(Stored entries)
- Opening Delimiter -

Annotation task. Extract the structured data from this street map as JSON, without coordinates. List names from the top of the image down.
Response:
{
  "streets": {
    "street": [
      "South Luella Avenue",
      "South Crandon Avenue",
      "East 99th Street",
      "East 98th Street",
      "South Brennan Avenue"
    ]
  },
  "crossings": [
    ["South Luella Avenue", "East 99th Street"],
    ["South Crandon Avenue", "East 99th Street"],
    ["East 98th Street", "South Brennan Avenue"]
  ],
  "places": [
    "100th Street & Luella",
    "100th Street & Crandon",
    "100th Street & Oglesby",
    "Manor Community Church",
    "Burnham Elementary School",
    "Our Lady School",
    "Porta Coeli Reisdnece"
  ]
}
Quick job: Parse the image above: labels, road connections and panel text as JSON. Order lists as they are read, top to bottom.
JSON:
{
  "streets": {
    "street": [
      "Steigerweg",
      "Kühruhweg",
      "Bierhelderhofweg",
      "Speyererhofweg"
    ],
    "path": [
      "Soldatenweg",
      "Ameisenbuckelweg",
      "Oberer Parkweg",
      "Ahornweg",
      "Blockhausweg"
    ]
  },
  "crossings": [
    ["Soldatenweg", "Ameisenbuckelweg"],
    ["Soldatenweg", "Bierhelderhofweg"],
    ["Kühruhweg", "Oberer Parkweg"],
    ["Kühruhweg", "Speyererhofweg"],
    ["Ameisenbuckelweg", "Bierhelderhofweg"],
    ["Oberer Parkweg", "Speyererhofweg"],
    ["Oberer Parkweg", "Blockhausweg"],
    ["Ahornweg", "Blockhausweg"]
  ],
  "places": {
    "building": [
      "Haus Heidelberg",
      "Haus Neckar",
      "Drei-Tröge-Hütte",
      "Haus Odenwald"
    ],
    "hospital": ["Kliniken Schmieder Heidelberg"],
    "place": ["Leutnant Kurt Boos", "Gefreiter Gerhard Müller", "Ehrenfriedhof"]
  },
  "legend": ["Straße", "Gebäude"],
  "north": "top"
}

- Closing Delimiter -

- Exercise -
Copy out each line of the data in which the word "image" appears.

- Output of the task -
Annotation task. Extract the structured data from this street map as JSON, without coordinates. List names from the top of the image down.
Quick job: Parse the image above: labels, road connections and panel text as JSON. Order lists as they are read, top to bottom.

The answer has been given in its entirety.